Segment Start: SUPPLIED RECORDS
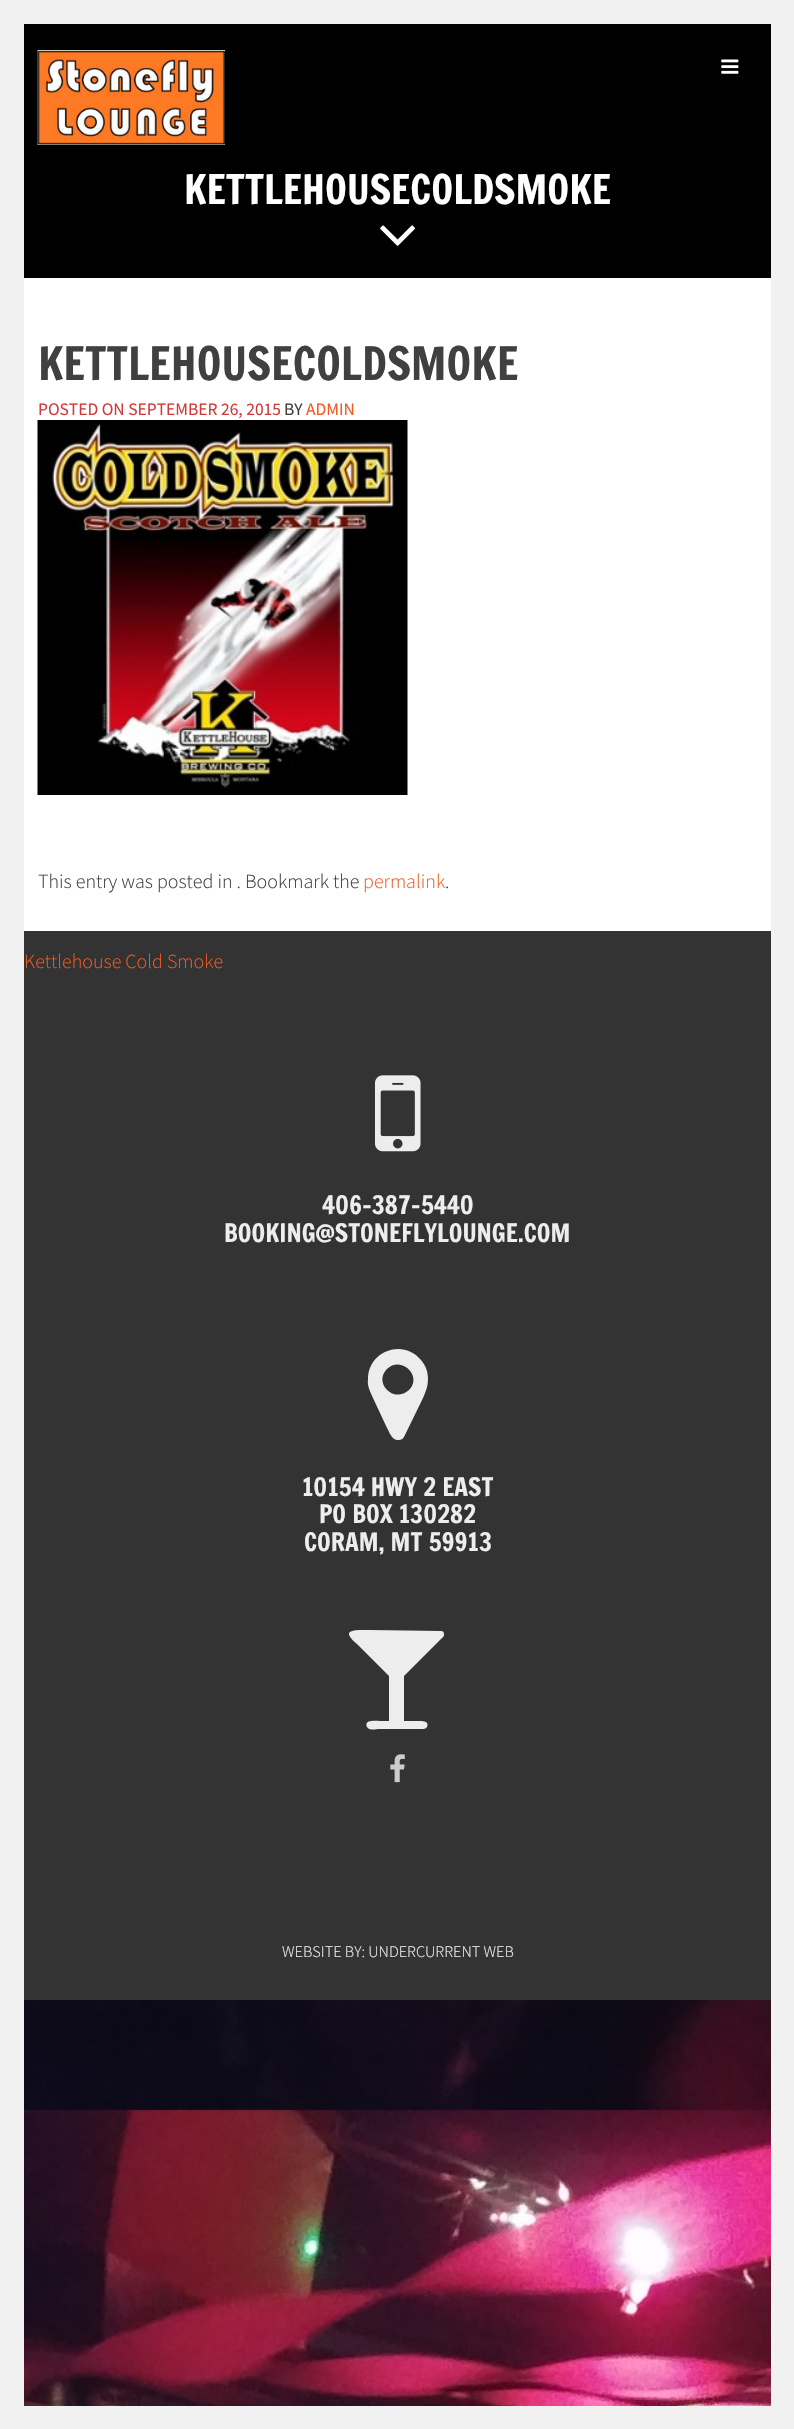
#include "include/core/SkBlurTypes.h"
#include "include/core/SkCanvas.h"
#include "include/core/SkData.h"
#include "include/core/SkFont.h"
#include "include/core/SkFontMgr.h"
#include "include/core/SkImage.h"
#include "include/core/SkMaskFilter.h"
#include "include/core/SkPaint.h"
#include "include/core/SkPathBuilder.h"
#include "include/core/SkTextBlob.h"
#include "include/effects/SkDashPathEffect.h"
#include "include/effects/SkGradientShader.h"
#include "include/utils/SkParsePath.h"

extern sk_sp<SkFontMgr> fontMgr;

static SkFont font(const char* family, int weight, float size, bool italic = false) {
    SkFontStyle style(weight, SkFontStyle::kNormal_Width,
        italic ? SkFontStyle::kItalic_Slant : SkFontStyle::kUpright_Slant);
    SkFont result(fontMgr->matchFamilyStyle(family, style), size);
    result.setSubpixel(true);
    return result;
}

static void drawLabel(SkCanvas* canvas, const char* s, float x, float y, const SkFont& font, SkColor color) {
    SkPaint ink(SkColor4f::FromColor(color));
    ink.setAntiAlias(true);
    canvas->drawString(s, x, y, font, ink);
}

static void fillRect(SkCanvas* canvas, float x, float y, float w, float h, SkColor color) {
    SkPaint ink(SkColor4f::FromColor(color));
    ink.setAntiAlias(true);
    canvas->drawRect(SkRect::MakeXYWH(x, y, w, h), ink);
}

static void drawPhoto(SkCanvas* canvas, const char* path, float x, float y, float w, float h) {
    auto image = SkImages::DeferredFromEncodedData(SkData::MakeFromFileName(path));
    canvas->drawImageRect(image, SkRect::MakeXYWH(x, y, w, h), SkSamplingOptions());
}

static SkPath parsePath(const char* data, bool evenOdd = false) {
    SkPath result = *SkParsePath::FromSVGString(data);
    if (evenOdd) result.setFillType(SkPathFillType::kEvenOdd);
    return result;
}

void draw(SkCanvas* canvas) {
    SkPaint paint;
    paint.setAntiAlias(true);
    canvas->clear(0xFFFFFFFF);
    drawPhoto(canvas, "assets/img1.png", 24, 2000, 747, 406);
    fillRect(canvas, 0, 0, 24, 2429, 0xFFF1F1F1);
    fillRect(canvas, 24, 0, 747, 24, 0xFFF1F1F1);
    fillRect(canvas, 771, 0, 23, 2406, 0xFFF1F1F1);
    fillRect(canvas, 24, 24, 747, 254, 0xFF000000);
    drawPhoto(canvas, "assets/img2.png", 37, 50, 188, 95);
    drawPhoto(canvas, "assets/img3.png", 721, 59, 18, 15);
    SkFont font1 = font("Francois One", 400, 40);
    drawLabel(canvas, "KETTLEHOUSECOLDSMOKE", 184, 204, font1, 0xFFFFFFFF);
    drawPhoto(canvas, "assets/img4.png", 380, 225, 35, 21);
    SkFont font2 = font("Francois One", 400, 45);
    drawLabel(canvas, "KETTLEHOUSECOLDSMOKE", 38, 380, font2, 0xFF404040);
    SkFont font3 = font("Source Sans Pro", 400, 17.5f);
    drawLabel(canvas, "POSTED ON SEPTEMBER 26, 2015", 38, 415, font3, 0xFFD13939);
    drawLabel(canvas, "BY", 284, 415, font3, 0xFF404040);
    drawLabel(canvas, "ADMIN", 306, 415, font3, 0xFFF15A24);
    drawPhoto(canvas, "assets/img5.png", 37, 420, 371, 375);
    SkFont font4 = font("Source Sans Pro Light", 300, 20);
    drawLabel(canvas, "This entry was posted in . Bookmark the", 38, 888, font4, 0xFF404040);
    drawLabel(canvas, "permalink", 363, 888, font4, 0xFFF15A24);
    drawLabel(canvas, ".", 445, 888, font4, 0xFF404040);
    fillRect(canvas, 24, 931, 747, 1069, 0xFF333333);
    drawLabel(canvas, "Kettlehouse Cold Smoke", 24, 968, font4, 0xFFF15A24);
    drawPhoto(canvas, "assets/img6.png", 375, 1075, 46, 77);
    SkFont font5 = font("Francois One", 400, 25);
    drawLabel(canvas, "406-387-5440", 322, 1214, font5, 0xFFEDEDED);
    drawLabel(canvas, "BOOKING@STONEFLYLOUNGE.COM", 224, 1242, font5, 0xFFEDEDED);
    paint.setColor(0xFFEDEDED);
    canvas->drawPath(parsePath("M409 1390C423 1376 401 1355 387 1369C373 1383 394 1404 409 1390ZM428 1379C428 1386 426 1391 423 1398L404 1437C403 1439 401 1440 399 1440C392 1441 390 1433 387 1428L373 1398C370 1391 367 1386 368 1379C368 1351 403 1338 421 1360C426 1366 428 1372 428 1379Z"), paint);
    drawLabel(canvas, "10154 HWY 2 EAST", 302, 1496, font5, 0xFFEDEDED);
    drawLabel(canvas, "PO BOX 130282", 319, 1523, font5, 0xFFEDEDED);
    drawLabel(canvas, "CORAM, MT 59913", 304, 1551, font5, 0xFFEDEDED);
    canvas->drawPath(parsePath("M444 1634C444 1635 444 1637 442 1638L404 1676V1721H417C420 1721 430 1720 427 1727C426 1728 425 1729 423 1729H379C377 1729 369 1731 367 1727C363 1719 378 1721 380 1721H389V1676L358 1645C357 1644 348 1637 349 1633C351 1629 365 1630 369 1630L441 1631C443 1631 444 1632 444 1634Z"), paint);
    drawPhoto(canvas, "assets/img7.png", 390, 1754, 15, 29);
    SkFont font6 = font("Source Sans Pro Light", 300, 16.25f);
    drawLabel(canvas, "WEBSITE BY: UNDERCURRENT WEB", 282, 1957, font6, 0xFFEDEDED);
    fillRect(canvas, 24, 2406, 770, 23, 0xFFF1F1F1);
}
Segment End: SUPPLIED RECORDS
ACTIVITY
Go through the data above and copy each line that holds the word "size".

RESULT BELOW
static SkFont font(const char* family, int weight, float size, bool italic = false) {
    SkFont result(fontMgr->matchFamilyStyle(family, style), size);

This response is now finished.